— Но как она вела себя...
— Назови мне закон, который запрещает ей вести себя именно так.
— Есть приличия...
— Дорогой мой старлей! Ревнители приличий у нас долго преследовали тех, кто носил брюки с узкими штанинами, кто отращивал длинные волосы, кто танцевал танцы, не похожие на вальс. Неужели это никого ничему не научило?
— Научило, — зло бросил Андрей. — Вот теперь и купаемся в крови и не знаем, как справиться с преступностью... Стоим будто перед каменной стеной. —Что с ней проще всего сделать? Взорвать, верно? Типично военная логика.
— А что предложишь иное?
Они вышли к остановке и остановились в ожидании трамвая. После нескольких минут ожидания Андрей вышел на проезжую часть, чтобы разглядеть, не приближается ли трамвай. Мимо, обдав его жарким ветерком, пронеслись синие «Жигули». Андрей инстинктивно отпрянул и тут же услыхал возмущенный окрик:
— Куда выперся?! Жить надоело?
— Ты что?! — Неожиданная вспышка Катрича неприятно задела Андрея.
— А то, — уже спокойно ответил напарник, — что мы с тобой в деле. И ты теперь, прежде чем высунуть голову из кустов, каждый раз обязан поднимать вверх фуражку на палке...
— Цирк! — засмеялся Андрей. — Думаешь, «жигуль» целил в меня?
— Сегодня еще нет, а завтра все может быть.
— Слушай, ты так и живешь каждый день с опаской? — В голосе Андрея звучала нескрываемая насмешка.
Катрич посмотрел ему прямо в глаза:
— Не с опаской, а благодаря ей. Прежде чем ступить, смотрю под ноги...
— Я так не приучен, — сказал Андрей и скептически улыбнулся. — Это не жизнь, если дрожать на каждом шагу.
— Валяй-валяй, — устало бросил Катрич и отвернулся. — Вот клюнет жареный петух в задницу — вспомнишь мои слова.
К остановке, болтаясь на разбитых рельсах из стороны в сторону, приближался красный трамвай...

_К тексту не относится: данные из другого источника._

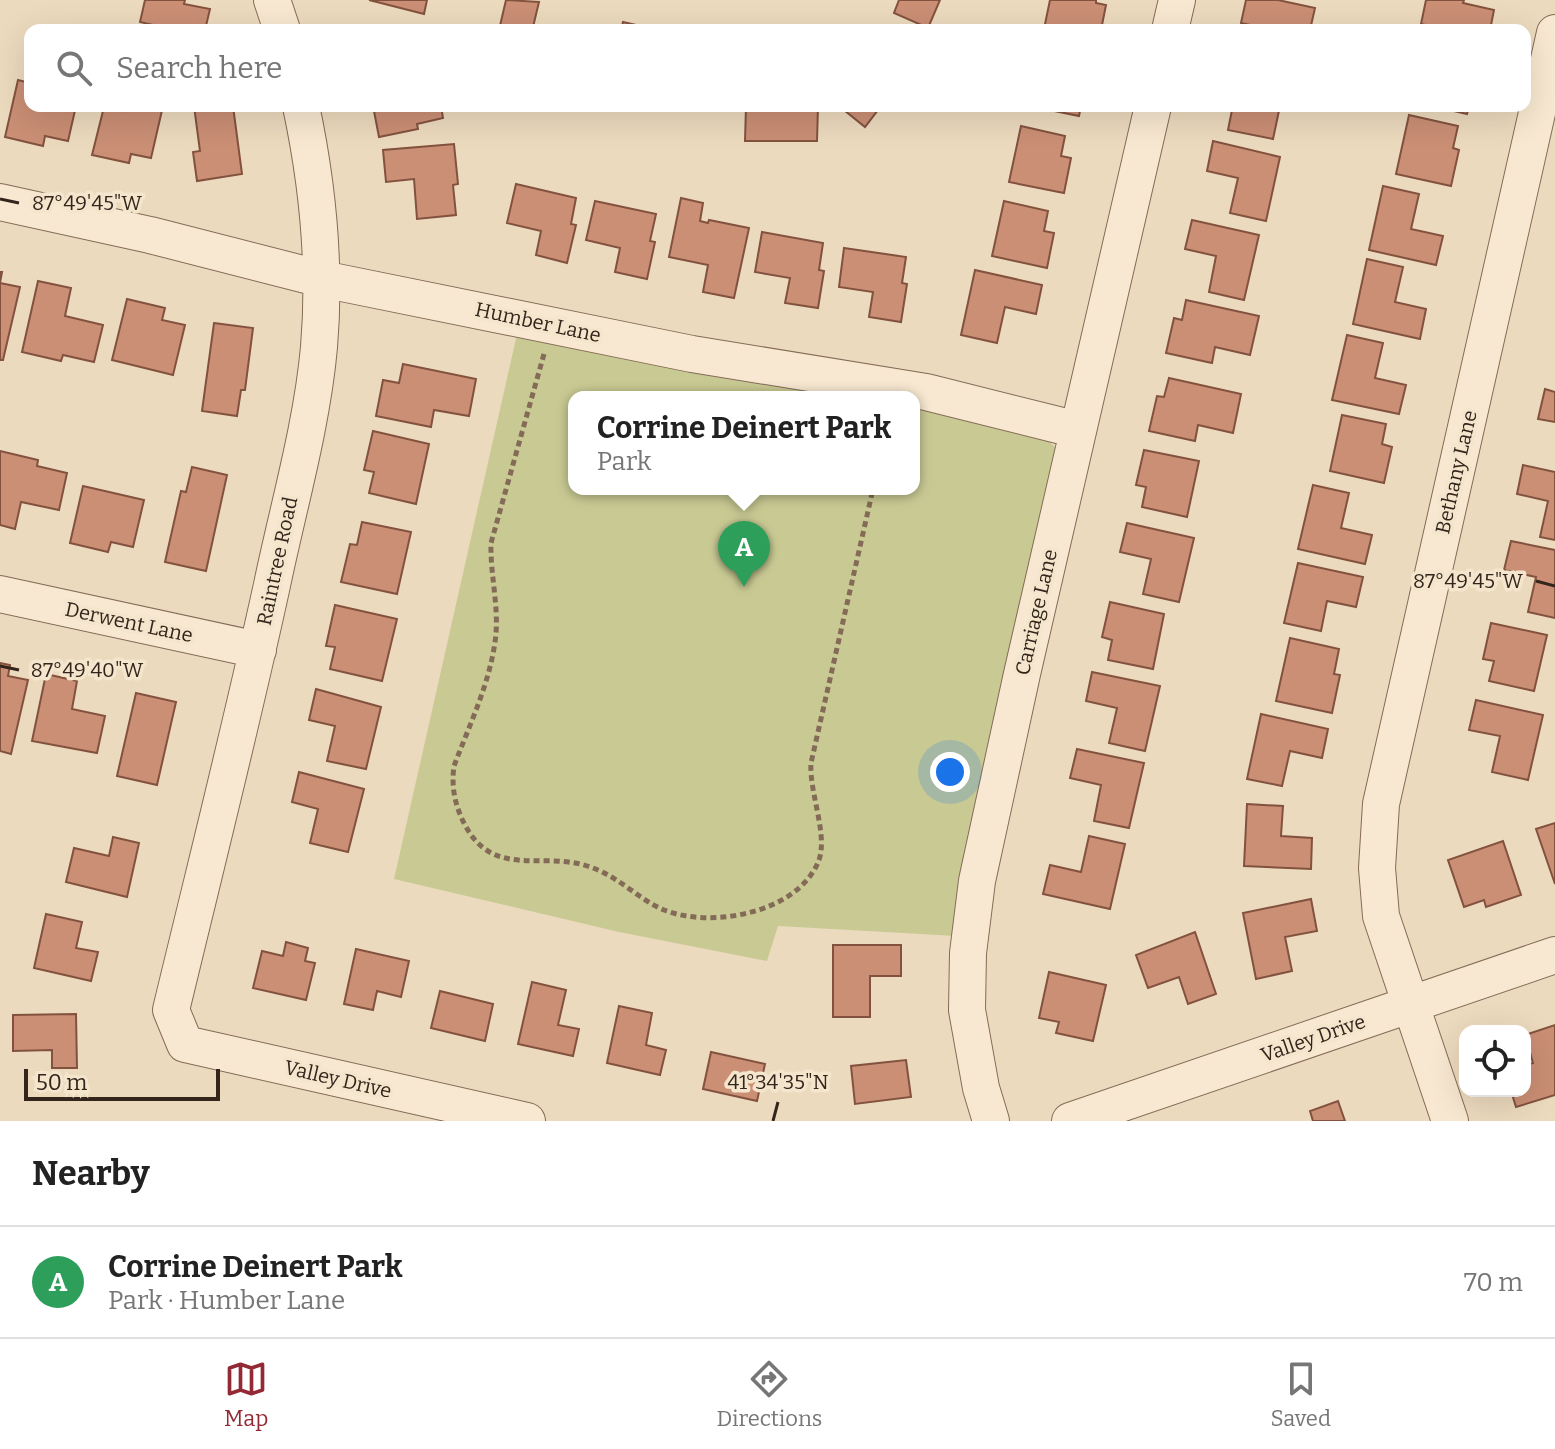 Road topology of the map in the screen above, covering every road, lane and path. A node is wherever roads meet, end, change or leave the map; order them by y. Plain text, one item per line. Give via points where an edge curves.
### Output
1 (272, 0) edge
2 (1177, 0) edge
3 (280, 24) edge
4 (1171, 24) edge
5 (1555, 33) edge
6 (302, 112) edge
7 (1152, 112) edge
8 (0, 202) edge
9 (322, 279) junction
10 (550, 324) junction
11 (920, 391) edge
12 (920, 391) edge
13 (1078, 430) junction
14 (872, 495) edge
15 (0, 594) edge
16 (258, 650) junction
17 (1555, 955) edge
18 (1412, 1004) junction
19 (171, 1010) joint
20 (527, 1121) edge
21 (991, 1121) edge
22 (1070, 1121) edge
23 (1450, 1121) edge

1 - 3 street
2 - 4 street
5 - 18 street, Bethany Lane via 1381,804 1381,916
6 - 9 street, Raintree Road via 314,166
7 - 13 street, Carriage Lane
8 - 9 street, Humber Lane
9 - 10 street, Humber Lane
9 - 16 street, Raintree Road via 309,409
10 - 12 street, Humber Lane via 692,354
10 - 14 path via 491,543 495,642 452,780 459,813 493,856 581,864 684,916 743,914 788,897 819,859 811,763
11 - 13 street, Humber Lane
13 - 21 street, Carriage Lane via 973,912 967,1010
15 - 16 street, Derwent Lane
16 - 19 street, Raintree Road
17 - 18 street, Valley Drive
18 - 22 street, Valley Drive
18 - 23 street, Bethany Lane
19 - 20 street, Valley Drive via 185,1044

Придонский военный госпиталь — красное кирпичное здание дореволюционной постройки — размещался в глубине большого двора, затененного кронами платанов. Всюду под деревьями на скамеечках сидели ходячие больные, выползавшие сюда, чтобы не балдеть в душных палатах. Андрей невольно обратил внимание на множество раненых — с костылями, с повязками на головах, лицах, руках. Взаимные претензии и взаиморасчеты южных соседей России обильно окроплялись русской кровью, которую политики ценили куда ниже бензина.
Проходя по чистой асфальтированной дорожке, тянувшейся от ворот к главному входу, Андрей вдруг вспомнил слова Петра Первого, сказанные при открытии военного госпиталя в Лефортово. «Зело отменная гошпиталь построена, — сказал тогда император, — хотя попадать в нее господам офицерам не пожелаю». Нынешние правители такой заботы о военных, судя по многим признакам, давно уже не проявляли.
Накинув на плечи халат, полученный в гардеробной, Андрей шел по узкому длинному коридору неуверенный и тихий. Здесь всюду жил запах человеческих страданий: густо пахло эфиром, просохшей мочой, ихтиоловой мазью. «Посторонитесь!» — предупредила Андрея немолодая сестра и провезла мимо него операционную каталку, на которой лежал бледный худолицый человек. Каталка подпрыгивала на щербатом цементном полу, и голова человека безвольно болталась из стороны в сторону.
Поднявшись по узкой лестнице на второй этаж, Андрей отыскал палату номер двадцать. В ней, как ему сообщили, лежал дядя Ваня — Иван Васильевич Костров, шофер отца, которого задела одна из пуль, выпущенных террористом в момент покушения. Свинец только распорол плечо, и дядю Ваню можно было выписать сразу же после перевязки, но нервное потрясение оказалось слишком сильным, и оправиться от него он сразу не мог. Потому его оставили в отделении огнестрельной травмы до улучшения самочувствия.